What is expected =
Show all lines below holding the string "where".

Supplied material =
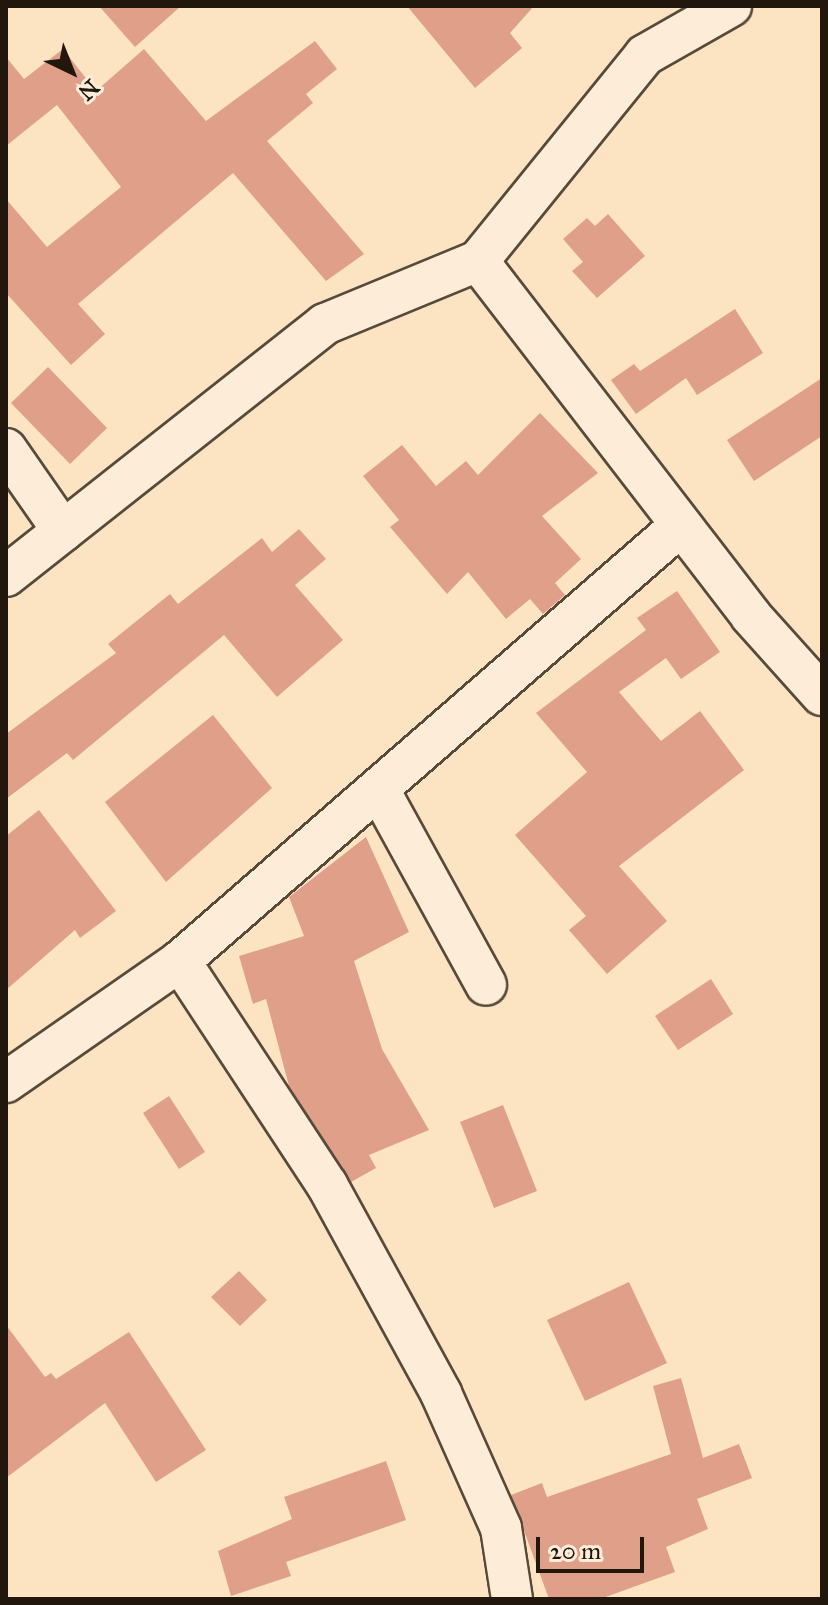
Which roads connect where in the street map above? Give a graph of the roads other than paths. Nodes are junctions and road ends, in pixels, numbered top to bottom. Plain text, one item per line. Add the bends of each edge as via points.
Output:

--

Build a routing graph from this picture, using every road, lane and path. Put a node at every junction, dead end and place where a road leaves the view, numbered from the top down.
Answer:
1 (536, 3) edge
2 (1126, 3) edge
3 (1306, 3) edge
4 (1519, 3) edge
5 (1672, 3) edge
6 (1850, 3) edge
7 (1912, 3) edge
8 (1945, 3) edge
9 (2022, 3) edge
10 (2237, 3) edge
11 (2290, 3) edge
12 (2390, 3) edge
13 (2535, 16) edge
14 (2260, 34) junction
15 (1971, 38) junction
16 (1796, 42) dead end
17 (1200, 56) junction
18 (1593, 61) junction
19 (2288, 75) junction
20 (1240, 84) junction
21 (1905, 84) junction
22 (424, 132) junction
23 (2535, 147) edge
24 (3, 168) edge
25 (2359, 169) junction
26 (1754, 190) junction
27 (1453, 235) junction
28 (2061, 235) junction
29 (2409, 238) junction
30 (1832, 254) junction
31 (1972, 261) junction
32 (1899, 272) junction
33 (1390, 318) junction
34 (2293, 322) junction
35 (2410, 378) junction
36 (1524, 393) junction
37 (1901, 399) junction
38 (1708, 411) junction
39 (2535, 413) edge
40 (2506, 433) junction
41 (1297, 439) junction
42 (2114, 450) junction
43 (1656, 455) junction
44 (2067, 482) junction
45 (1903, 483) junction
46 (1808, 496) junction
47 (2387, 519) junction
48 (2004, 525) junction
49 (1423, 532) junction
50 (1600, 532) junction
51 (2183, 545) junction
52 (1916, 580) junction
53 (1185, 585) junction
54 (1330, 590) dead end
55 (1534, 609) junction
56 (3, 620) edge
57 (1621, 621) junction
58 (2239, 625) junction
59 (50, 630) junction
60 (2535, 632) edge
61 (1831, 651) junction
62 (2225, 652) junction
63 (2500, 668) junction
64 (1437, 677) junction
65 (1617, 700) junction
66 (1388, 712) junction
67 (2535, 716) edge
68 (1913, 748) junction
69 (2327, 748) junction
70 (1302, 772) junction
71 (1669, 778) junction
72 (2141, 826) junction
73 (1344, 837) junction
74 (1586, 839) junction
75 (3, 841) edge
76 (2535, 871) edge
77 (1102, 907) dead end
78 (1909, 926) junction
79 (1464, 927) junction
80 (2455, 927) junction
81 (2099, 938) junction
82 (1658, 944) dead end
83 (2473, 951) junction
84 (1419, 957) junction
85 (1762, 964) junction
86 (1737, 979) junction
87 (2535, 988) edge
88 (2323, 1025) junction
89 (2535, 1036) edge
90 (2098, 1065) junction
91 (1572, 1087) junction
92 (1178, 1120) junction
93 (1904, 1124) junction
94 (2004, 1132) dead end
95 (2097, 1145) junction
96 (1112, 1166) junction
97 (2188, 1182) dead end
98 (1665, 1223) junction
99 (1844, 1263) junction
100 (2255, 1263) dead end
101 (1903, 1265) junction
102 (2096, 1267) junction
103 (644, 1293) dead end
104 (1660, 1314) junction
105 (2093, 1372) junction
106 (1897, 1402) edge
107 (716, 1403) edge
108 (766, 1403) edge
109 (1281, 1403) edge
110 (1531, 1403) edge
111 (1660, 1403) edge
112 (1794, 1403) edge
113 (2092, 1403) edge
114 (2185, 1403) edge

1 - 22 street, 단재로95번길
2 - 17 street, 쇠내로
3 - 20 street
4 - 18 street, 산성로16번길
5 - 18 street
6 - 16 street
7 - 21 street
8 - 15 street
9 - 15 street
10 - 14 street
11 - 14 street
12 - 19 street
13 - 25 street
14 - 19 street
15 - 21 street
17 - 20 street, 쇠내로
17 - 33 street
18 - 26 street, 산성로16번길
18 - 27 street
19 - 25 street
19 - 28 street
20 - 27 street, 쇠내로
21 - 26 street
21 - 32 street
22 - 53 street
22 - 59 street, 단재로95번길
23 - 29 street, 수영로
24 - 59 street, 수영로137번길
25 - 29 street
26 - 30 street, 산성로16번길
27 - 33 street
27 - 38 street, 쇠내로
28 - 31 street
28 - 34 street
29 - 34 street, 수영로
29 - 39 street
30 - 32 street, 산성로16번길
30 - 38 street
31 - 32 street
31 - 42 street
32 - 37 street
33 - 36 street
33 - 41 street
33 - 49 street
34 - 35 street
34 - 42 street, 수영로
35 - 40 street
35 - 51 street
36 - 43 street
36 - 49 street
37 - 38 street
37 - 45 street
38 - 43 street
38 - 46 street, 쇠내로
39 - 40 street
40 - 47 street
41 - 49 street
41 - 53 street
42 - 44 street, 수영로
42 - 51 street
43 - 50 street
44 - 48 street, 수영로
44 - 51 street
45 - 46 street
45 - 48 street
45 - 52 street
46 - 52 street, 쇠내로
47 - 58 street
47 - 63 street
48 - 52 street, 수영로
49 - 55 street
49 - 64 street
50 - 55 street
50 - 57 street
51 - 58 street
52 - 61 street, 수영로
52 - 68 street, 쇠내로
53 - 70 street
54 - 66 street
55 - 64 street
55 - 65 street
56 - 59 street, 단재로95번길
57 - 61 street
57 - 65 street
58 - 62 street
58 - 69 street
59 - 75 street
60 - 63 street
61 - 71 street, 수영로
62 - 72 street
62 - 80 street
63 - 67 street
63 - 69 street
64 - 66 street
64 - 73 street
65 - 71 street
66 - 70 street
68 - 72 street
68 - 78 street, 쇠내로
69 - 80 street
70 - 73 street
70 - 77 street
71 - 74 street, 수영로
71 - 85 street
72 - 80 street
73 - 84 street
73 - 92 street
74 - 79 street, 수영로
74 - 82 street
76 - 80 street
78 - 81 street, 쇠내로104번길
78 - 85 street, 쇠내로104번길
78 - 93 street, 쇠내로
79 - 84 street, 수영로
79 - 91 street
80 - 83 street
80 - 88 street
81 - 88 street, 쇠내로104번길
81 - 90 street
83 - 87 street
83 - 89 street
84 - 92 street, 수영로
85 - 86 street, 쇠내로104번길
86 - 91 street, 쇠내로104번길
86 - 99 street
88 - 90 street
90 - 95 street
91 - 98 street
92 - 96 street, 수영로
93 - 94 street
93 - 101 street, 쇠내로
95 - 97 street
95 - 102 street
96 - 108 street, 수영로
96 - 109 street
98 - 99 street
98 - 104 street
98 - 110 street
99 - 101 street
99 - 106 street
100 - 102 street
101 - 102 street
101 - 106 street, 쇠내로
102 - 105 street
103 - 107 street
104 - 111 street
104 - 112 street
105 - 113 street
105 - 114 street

Response to the task =
Which roads connect where in the street map above? Give a graph of the roads other than paths. Nodes are junctions and road ends, in pixels, numbered top to bottom. Plain text, one item per line. Add the bends of each edge as via points.
Build a routing graph from this picture, using every road, lane and path. Put a node at every junction, dead end and place where a road leaves the view, numbered from the top down.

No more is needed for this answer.